Saturday 21 April 2018

Philip Lynch is liable for €25m loan in failed case

Businessman's family had sued AIB and two firms of solicitors over a land deal in Co Waterford

Philip Lynch, former chief executive of investment group One51, leaving an earlier court hearing this year with his daughter,
Judith Whelan
Philip Lynch, former chief executive of investment group One51, leaving an earlier court hearing this year with his daughter, Judith Whelan

Siobhan Creaton and Aoife Finneran

BUSINESSMAN Philip Lynch and his family have been declared liable for a €25m loan to Allied Irish Banks for development lands in Waterford, which are now valued between €3m and €4m.

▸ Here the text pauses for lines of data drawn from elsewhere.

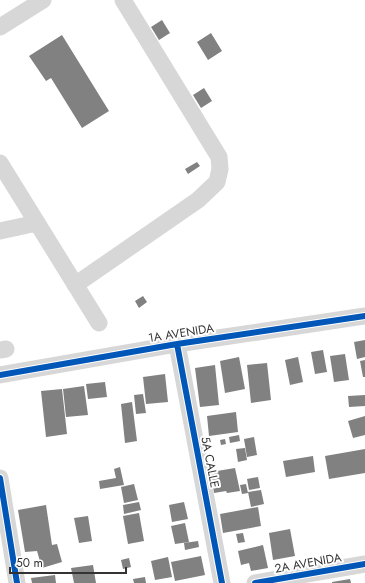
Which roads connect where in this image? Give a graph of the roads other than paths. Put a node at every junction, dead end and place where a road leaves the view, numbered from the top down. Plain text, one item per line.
1 (43, 0) edge
2 (123, 0) edge
3 (0, 27) edge
4 (0, 164) edge
5 (36, 222) junction
6 (0, 231) edge
7 (76, 285) junction
8 (365, 316) edge
9 (99, 323) dead end
10 (177, 344) junction
11 (0, 375) edge
12 (0, 478) edge
13 (365, 564) edge
14 (17, 583) edge
15 (222, 583) edge
16 (255, 583) edge

1 - 3 street
2 - 7 street
4 - 5 street
5 - 6 street
5 - 7 street
7 - 9 street
8 - 10 street, 1A AVENIDA
10 - 11 street, 1A AVENIDA
10 - 15 street, 5A CALLE
12 - 14 street
13 - 16 street, 2A AVENIDA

Mr Lynch, his wife Eileen and four children -- Judith, Phillipa, Therese and Paul -- had claimed they were not liable for the €25m loan made to themselves and developer Gerry Conlon in February 2007. The loan was issued to fund the purchase of 86 acres at Kilbarry, Co Waterford, where a shopping centre and retail development was planned.

Property crash

In 2007, the land was valued at up to €80m and the Lynchs and Mr Conlon had intended that by developing them and selling them on, they would reap a €21m profit. But as the property market crashed soon after the purchase, those plans were abandoned.

The Lynch family had claimed they always understood this deal carried no risk for them because they had signed up to a non-recourse loan with AIB -- meaning that the bank could not pursue them individually.

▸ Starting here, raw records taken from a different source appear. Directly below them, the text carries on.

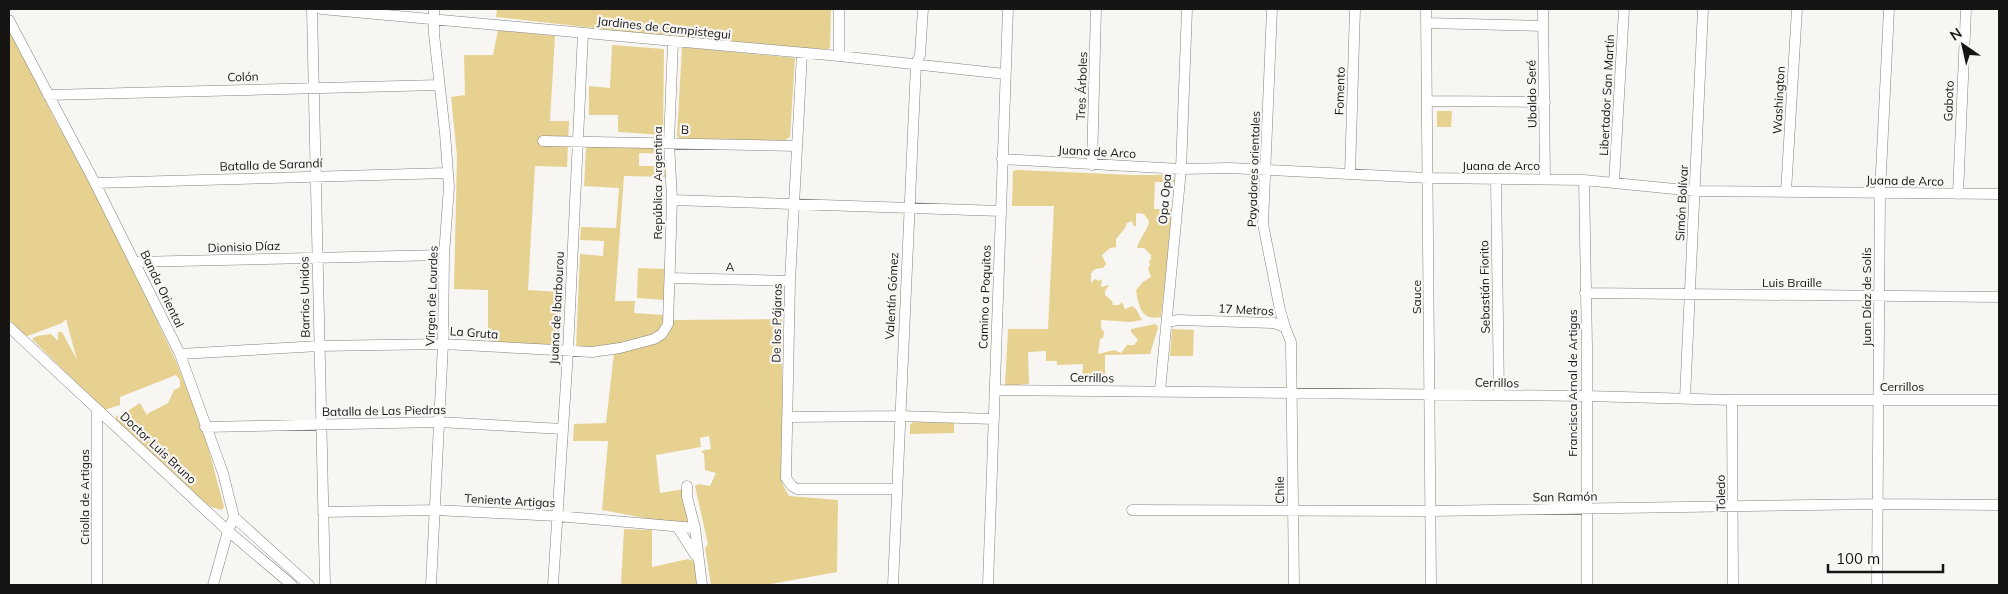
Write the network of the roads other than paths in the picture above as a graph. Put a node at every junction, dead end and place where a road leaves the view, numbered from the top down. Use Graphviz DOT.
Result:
graph roads {
  1 [pos="312,9"];
  2 [pos="321,9"];
  3 [pos="840,9"];
  4 [pos="923,9"];
  5 [pos="1008,9"];
  6 [pos="1096,9"];
  7 [pos="1187,9"];
  8 [pos="1272,9"];
  9 [pos="1355,9"];
  10 [pos="1426,9"];
  11 [pos="1543,9"];
  12 [pos="1624,9"];
  13 [pos="1703,9"];
  14 [pos="1797,9"];
  15 [pos="1889,9"];
  16 [pos="1966,9"];
  17 [pos="434,14"];
  18 [pos="9,20"];
  19 [pos="1426,23"];
  20 [pos="1544,26"];
  21 [pos="583,33"];
  22 [pos="673,42"];
  23 [pos="802,53"];
  24 [pos="839,56"];
  25 [pos="916,64"];
  26 [pos="1005,74"];
  27 [pos="439,85"];
  28 [pos="314,87"];
  29 [pos="48,95"];
  30 [pos="1426,101"];
  31 [pos="1544,102"];
  32 [pos="577,140"];
  33 [pos="543,141"];
  34 [pos="669,142"];
  35 [pos="796,146"];
  36 [pos="1002,159"];
  37 [pos="1092,165"];
  38 [pos="1181,169"];
  39 [pos="1267,170"];
  40 [pos="447,172"];
  41 [pos="1350,174"];
  42 [pos="314,176"];
  43 [pos="1428,178"];
  44 [pos="1496,179"];
  45 [pos="1545,179"];
  46 [pos="1584,180"];
  47 [pos="95,183"];
  48 [pos="1614,183"];
  49 [pos="1696,191"];
  50 [pos="1786,192"];
  51 [pos="1880,193"];
  52 [pos="1958,194"];
  53 [pos="1999,194"];
  54 [pos="672,200"];
  55 [pos="794,204"];
  56 [pos="908,209"];
  57 [pos="1001,212"];
  58 [pos="444,255"];
  59 [pos="317,257"];
  60 [pos="134,262"];
  61 [pos="670,278"];
  62 [pos="790,281"];
  63 [pos="1585,294"];
  64 [pos="1690,295"];
  65 [pos="1879,296"];
  66 [pos="1999,296"];
  67 [pos="1167,322"];
  68 [pos="668,324"];
  69 [pos="9,327"];
  70 [pos="1286,327"];
  71 [pos="443,344"];
  72 [pos="319,346"];
  73 [pos="568,351"];
  74 [pos="180,354"];
  75 [pos="995,390"];
  76 [pos="1160,391"];
  77 [pos="1292,394"];
  78 [pos="1430,395"];
  79 [pos="1499,395"];
  80 [pos="1586,396"];
  81 [pos="1685,398"];
  82 [pos="1732,400"];
  83 [pos="1879,400"];
  84 [pos="1999,400"];
  85 [pos="98,409"];
  86 [pos="899,416"];
  87 [pos="788,417"];
  88 [pos="994,419"];
  89 [pos="439,422"];
  90 [pos="321,424"];
  91 [pos="205,427"];
  92 [pos="563,429"];
  93 [pos="687,486"];
  94 [pos="897,489"];
  95 [pos="1878,504"];
  96 [pos="1999,504"];
  97 [pos="1733,507"];
  98 [pos="1587,509"];
  99 [pos="435,510"];
  100 [pos="1132,510"];
  101 [pos="1293,510"];
  102 [pos="1431,511"];
  103 [pos="323,512"];
  104 [pos="557,516"];
  105 [pos="234,517"];
  106 [pos="678,528"];
  107 [pos="695,528"];
  108 [pos="228,530"];
  109 [pos="697,558"];
  110 [pos="97,585"];
  111 [pos="213,585"];
  112 [pos="292,585"];
  113 [pos="310,585"];
  114 [pos="325,585"];
  115 [pos="431,585"];
  116 [pos="553,585"];
  117 [pos="702,585"];
  118 [pos="893,585"];
  119 [pos="988,585"];
  120 [pos="1294,585"];
  121 [pos="1431,585"];
  122 [pos="1587,585"];
  123 [pos="1734,585"];
  124 [pos="1877,585"];
  1 -- 28 [label="street, Barrios Unidos"];
  2 -- 17 [label="street, Jardines de Campistegui"];
  3 -- 24 [label="street"];
  4 -- 25 [label="street, Valentín Gómez"];
  5 -- 26 [label="street, Camino a Poquitos"];
  6 -- 37 [label="street, Tres Árboles"];
  7 -- 38 [label="street, Opa Opa"];
  8 -- 39 [label="street, Payadores orientales"];
  9 -- 41 [label="street, Fomento"];
  10 -- 19 [label="street, Sauce"];
  11 -- 20 [label="street, Ubaldo Seré"];
  12 -- 48 [label="street, Libertador San Martín"];
  13 -- 49 [label="street, Simón Bolívar"];
  14 -- 50 [label="street, Washington"];
  15 -- 51 [label="street, Juan Díaz de Solís"];
  16 -- 52 [label="street, Gaboto"];
  17 -- 21 [label="street, Jardines de Campistegui"];
  17 -- 27 [label="street, Virgen de Lourdes"];
  18 -- 29 [label="street, Banda Oriental"];
  19 -- 20 [label="street"];
  19 -- 30 [label="street, Sauce"];
  20 -- 31 [label="street, Ubaldo Seré"];
  21 -- 22 [label="street, Jardines de Campistegui"];
  21 -- 32 [label="street, Juana de Ibarbourou"];
  22 -- 23 [label="street, Jardines de Campistegui"];
  22 -- 34 [label="street, República Argentina"];
  23 -- 24 [label="street, Jardines de Campistegui"];
  23 -- 35 [label="street, De los Pájaros"];
  24 -- 25 [label="street, Jardines de Campistegui"];
  25 -- 26 [label="street, Jardines de Campistegui"];
  25 -- 56 [label="street, Valentín Gómez"];
  26 -- 36 [label="street, Camino a Poquitos"];
  27 -- 28 [label="street, Colón"];
  27 -- 40 [label="street, Virgen de Lourdes"];
  28 -- 29 [label="street, Colón"];
  28 -- 42 [label="street, Barrios Unidos"];
  29 -- 47 [label="street, Banda Oriental"];
  30 -- 31 [label="street"];
  30 -- 43 [label="street, Sauce"];
  31 -- 45 [label="street, Ubaldo Seré"];
  32 -- 33 [label="street, B"];
  32 -- 34 [label="street, B"];
  32 -- 73 [label="street, Juana de Ibarbourou"];
  34 -- 35 [label="street, B"];
  34 -- 54 [label="street, República Argentina"];
  35 -- 55 [label="street, De los Pájaros"];
  36 -- 37 [label="street, Juana de Arco"];
  36 -- 57 [label="street, Camino a Poquitos"];
  37 -- 38 [label="street, Juana de Arco"];
  38 -- 39 [label="street, Juana de Arco"];
  38 -- 67 [label="street, Opa Opa"];
  39 -- 41 [label="street, Juana de Arco"];
  39 -- 70 [label="street, Payadores orientales"];
  40 -- 42 [label="street, Batalla de Sarandí"];
  40 -- 58 [label="street, Virgen de Lourdes"];
  41 -- 43 [label="street, Juana de Arco"];
  42 -- 47 [label="street, Batalla de Sarandí"];
  42 -- 59 [label="street, Barrios Unidos"];
  43 -- 44 [label="street, Juana de Arco"];
  43 -- 78 [label="street, Sauce"];
  44 -- 45 [label="street, Juana de Arco"];
  44 -- 79 [label="street, Sebastián Fiorito"];
  45 -- 46 [label="street, Juana de Arco"];
  46 -- 48 [label="street, Juana de Arco"];
  46 -- 63 [label="street, Francisca Arnal de Artigas"];
  47 -- 60 [label="street, Banda Oriental"];
  48 -- 49 [label="street, Juana de Arco"];
  49 -- 50 [label="street, Juana de Arco"];
  49 -- 64 [label="street, Simón Bolívar"];
  50 -- 51 [label="street, Juana de Arco"];
  51 -- 52 [label="street, Juana de Arco"];
  51 -- 65 [label="street, Juan Díaz de Solís"];
  52 -- 53 [label="street, Juana de Arco"];
  54 -- 55 [label="street"];
  54 -- 61 [label="street, República Argentina"];
  55 -- 56 [label="street"];
  55 -- 62 [label="street, De los Pájaros"];
  56 -- 57 [label="street"];
  56 -- 86 [label="street, Valentín Gómez"];
  57 -- 75 [label="street, Camino a Poquitos"];
  58 -- 59 [label="street, Dionisio Díaz"];
  58 -- 71 [label="street, Virgen de Lourdes"];
  59 -- 60 [label="street, Dionisio Díaz"];
  59 -- 72 [label="street, Barrios Unidos"];
  60 -- 74 [label="street, Banda Oriental"];
  61 -- 62 [label="street, A"];
  61 -- 68 [label="street, República Argentina"];
  62 -- 87 [label="street, De los Pájaros"];
  63 -- 64 [label="street, Luis Braille"];
  63 -- 80 [label="street, Francisca Arnal de Artigas"];
  64 -- 65 [label="street, Luis Braille"];
  64 -- 81 [label="street, Simón Bolívar"];
  65 -- 66 [label="street, Luis Braille"];
  65 -- 83 [label="street, Juan Díaz de Solís"];
  67 -- 70 [label="street, 17 Metros"];
  67 -- 76 [label="street, Opa Opa"];
  68 -- 73 [label="street, La Gruta"];
  69 -- 85 [label="street, Doctor Luis Bruno"];
  70 -- 77 [label="street, 17 Metros"];
  71 -- 72 [label="street, La Gruta"];
  71 -- 73 [label="street, La Gruta"];
  71 -- 89 [label="street, Virgen de Lourdes"];
  72 -- 74 [label="street, La Gruta"];
  72 -- 90 [label="street, Barrios Unidos"];
  73 -- 92 [label="street, Juana de Ibarbourou"];
  74 -- 91 [label="street, Banda Oriental"];
  75 -- 76 [label="street, Cerrillos"];
  75 -- 88 [label="street, Camino a Poquitos"];
  76 -- 77 [label="street, Cerrillos"];
  77 -- 78 [label="street, Cerrillos"];
  77 -- 101 [label="street, Chile"];
  78 -- 79 [label="street, Cerrillos"];
  78 -- 102 [label="street, Sauce"];
  79 -- 80 [label="street, Cerrillos"];
  80 -- 81 [label="street, Cerrillos"];
  80 -- 98 [label="street, Francisca Arnal de Artigas"];
  81 -- 82 [label="street, Cerrillos"];
  82 -- 83 [label="street, Cerrillos"];
  82 -- 97 [label="street, Toledo"];
  83 -- 84 [label="street, Cerrillos"];
  83 -- 95 [label="street, Juan Díaz de Solís"];
  85 -- 108 [label="street, Doctor Luis Bruno"];
  85 -- 110 [label="street, Criolla de Artigas"];
  86 -- 87 [label="street"];
  86 -- 88 [label="street"];
  86 -- 94 [label="street, Valentín Gómez"];
  87 -- 94 [label="street, De los Pájaros"];
  88 -- 119 [label="street, Camino a Poquitos"];
  89 -- 90 [label="street, Batalla de Las Piedras"];
  89 -- 92 [label="street, Batalla de Las Piedras"];
  89 -- 99 [label="street, Virgen de Lourdes"];
  90 -- 91 [label="street, Batalla de Las Piedras"];
  90 -- 103 [label="street, Barrios Unidos"];
  91 -- 105 [label="street, Banda Oriental"];
  92 -- 104 [label="street, Juana de Ibarbourou"];
  93 -- 107 [label="street"];
  94 -- 118 [label="street, Valentín Gómez"];
  95 -- 96 [label="street, San Ramón"];
  95 -- 97 [label="street, San Ramón"];
  95 -- 124 [label="street, Juan Díaz de Solís"];
  97 -- 98 [label="street, San Ramón"];
  97 -- 123 [label="street, Toledo"];
  98 -- 102 [label="street, San Ramón"];
  98 -- 122 [label="street, Francisca Arnal de Artigas"];
  99 -- 103 [label="street, Teniente Artigas"];
  99 -- 104 [label="street, Teniente Artigas"];
  99 -- 115 [label="street, Virgen de Lourdes"];
  100 -- 101 [label="street, San Ramón"];
  101 -- 102 [label="street, San Ramón"];
  101 -- 120 [label="street, Chile"];
  102 -- 121 [label="street, Sauce"];
  103 -- 114 [label="street, Barrios Unidos"];
  104 -- 106 [label="street, Teniente Artigas"];
  104 -- 116 [label="street, Juana de Ibarbourou"];
  105 -- 108 [label="street"];
  105 -- 113 [label="street"];
  106 -- 107 [label="street, Teniente Artigas"];
  106 -- 109 [label="street"];
  107 -- 109 [label="street"];
  108 -- 111 [label="street"];
  108 -- 112 [label="street, Doctor Luis Bruno"];
  109 -- 117 [label="street"];
}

The bank could take the land if the deal soured and could not go after them to repay any shortfall. AIB said the loan, organised by Mr Conlon, had been given on a fully recourse basis. Mr Conlon never asked for a non-recourse loan, the court heard.

Yesterday, Mr Justice Michael Peart accepted the bank's claim, saying the family had failed to show AIB had been negligent in how it dealt with them and that they should repay the loan.

He also rejected the family's arguments that they were entitled to an indemnity against the loan by two law firms -- Matheson Ormsby Prentice Solicitors and LK Shields Solicitors -- over alleged negligence and breach of duty of care concerning the transaction.

The firms, who were in Court 9 to hear the judgment, were visibly relieved at the outcome.

The case has been adjourned to December 16 when AIB is likely to seek judgment orders against the Lynchs, and the court will also deal with the bank's separate claim against Mr Conlon over the loan.

Wrong advice

The judge found the Lynch family had received wrong advice from LK Shields, the firm founded by Lawrence Shields, who was a long-time family friend, about the loan letter.

A solicitor at the firm told them the loan letter was for a non-recourse loan. But as the firm was never told the Lynchs would only sign up to a non-recourse loan and hadn't been retained by them to advise on the financing of the deal, they could not be held liable for the €25m.

The long-running case is expected to have run up huge legal costs, with some experts estimating the bill could be as big as €5m.